On the digital front we support other work: The World Wide Web Foundation, founded by Sir Tim Berners-Lee and dedicated toward universal use of the Web and The Aspen Institute’s IDEA project, which pushes for greater Internet freedom through free trade. Over the years International Center for Journalists has been a key grantee, with fellowships that use digital approaches to create lasting, visible change in journalism and its impact.

learning layer buttonMarcus Brauchli, former executive editor of the Washington Post, says press freedom is increasingly shaped in the “unsettled territory” of cyberspace. He urges support for “the journalistic standards of emerging media.”

New types of media open the door for the creation of new rules. This reinvention of communications should cause western governments, the largest providers of media development aid, to exponentially increase support.
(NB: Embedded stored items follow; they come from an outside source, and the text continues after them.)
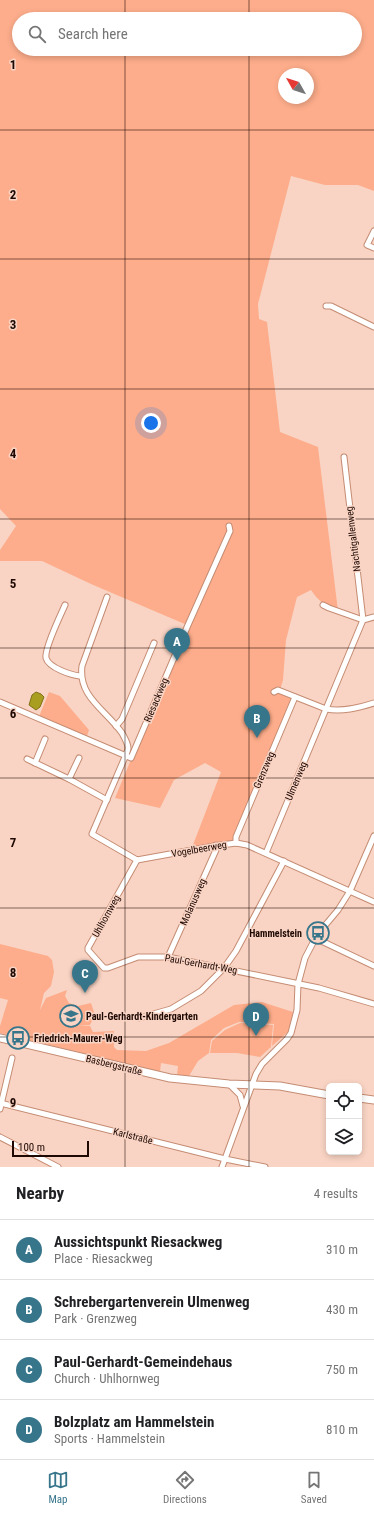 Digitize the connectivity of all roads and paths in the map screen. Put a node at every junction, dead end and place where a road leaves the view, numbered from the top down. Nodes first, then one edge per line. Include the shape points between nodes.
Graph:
1 (374, 231) edge
2 (374, 248) edge
3 (326, 306) dead end
4 (374, 327) edge
5 (344, 457) dead end
6 (229, 526) dead end
7 (107, 597) dead end
8 (323, 604) dead end
9 (66, 605) dead end
10 (374, 617) edge
11 (363, 620) junction
12 (154, 643) dead end
13 (80, 676) junction
14 (274, 692) dead end
15 (295, 697) junction
16 (0, 702) edge
17 (374, 702) edge
18 (326, 709) junction
19 (116, 726) junction
20 (45, 740) dead end
21 (125, 757) junction
22 (79, 758) dead end
23 (27, 760) dead end
24 (35, 763) junction
25 (69, 779) junction
26 (107, 800) junction
27 (374, 836) edge
28 (236, 843) junction
29 (216, 845) junction
30 (266, 853) junction
31 (137, 860) junction
32 (284, 861) junction
33 (350, 891) junction
34 (374, 902) edge
35 (315, 938) junction
36 (168, 957) junction
37 (374, 966) edge
38 (104, 968) joint
39 (224, 968) junction
40 (298, 984) junction
41 (374, 1004) edge
42 (139, 1018) dead end
43 (0, 1038) edge
44 (12, 1058) dead end
45 (229, 1084) junction
46 (252, 1084) junction
47 (326, 1094) edge
48 (362, 1098) edge
49 (374, 1100) edge
50 (1, 1105) edge
51 (243, 1110) junction
52 (0, 1137) edge
53 (225, 1159) junction
54 (58, 1167) edge
55 (222, 1167) edge
56 (265, 1167) edge

1 - 2 street via 367,245
3 - 4 street via 331,306
5 - 11 street, Nachtigallenweg
6 - 21 street, Riesackweg via 230,531 135,750 131,758
7 - 13 street
8 - 11 street
9 - 13 street via 51,638 46,658 49,663 65,672
10 - 11 street
11 - 18 street, Ulmenweg
12 - 19 street via 122,719
13 - 19 street via 92,701
14 - 15 street via 278,690
15 - 18 street
15 - 28 street, Grenzweg via 236,837
16 - 21 street
17 - 18 street via 347,710
18 - 30 street, Ulmenweg
19 - 21 street via 128,747
20 - 24 street
21 - 26 street, Riesackweg
22 - 25 street
23 - 24 street
24 - 25 street
25 - 26 street
26 - 31 street, Riesackweg via 92,834
27 - 33 street
28 - 29 street, Vogelbeerweg
28 - 30 street, Vogelbeerweg
29 - 31 street, Vogelbeerweg
29 - 36 street, Molanusweg
30 - 32 street, Vogelbeerweg
31 - 38 street, Uhlhornweg via 88,948
32 - 33 street, Vogelbeerweg
32 - 39 street via 236,951
33 - 34 street, Vogelbeerweg
33 - 35 street
35 - 37 street
35 - 40 street via 305,958
36 - 38 street, Paul-Gerhardt-Weg via 138,957
36 - 39 street, Paul-Gerhardt-Weg
39 - 40 street, Paul-Gerhardt-Weg
39 - 42 street via 201,991 172,1009
40 - 41 street, Paul-Gerhardt-Weg
40 - 46 street via 297,1010 291,1033 262,1064
43 - 45 main road, Basbergstraße via 150,1074
44 - 50 street
45 - 46 main road, Basbergstraße
45 - 51 street via 240,1095
46 - 47 main road, Basbergstraße
46 - 51 street
48 - 49 main road
50 - 53 street, Karlstraße
51 - 53 street
52 - 54 street
53 - 55 street
53 - 56 street, Karlstraße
But like the promised century of peace, this isn’t happening, either.
Media development money is just a pimple on the nose of international aid. Globally, estimates put it at $500 million a year — the price of four F22 Raptors. This makes no sense. Media development aid creates the independent journalism that tells you whether all the other aid is being stolen. Just as freedom of expression supports all other freedoms, media aid supports all other aid.

A report by CIMA shows the U.S. spends only a sliver of a percent of all its aid on media in developing countries. This is before calculating budget cuts. So let’s summarize our federal strategy: Spend vast amounts of money on traditional aid that keeps an Egyptian leader in power for decades. Spend tiny amounts of foreign aid on building independent media. Watch in surprise when there is an uprising. Some media aid might have shown that all the other aid was not doing its job.

Our global challenges don’t give us many more chances to get this right. We owe it to the brave people who gave life and liberty for the cause of freedom to try to do better. We know free countries prosper. That honest governments are more stable. That people must be free to act to advance their own true interests.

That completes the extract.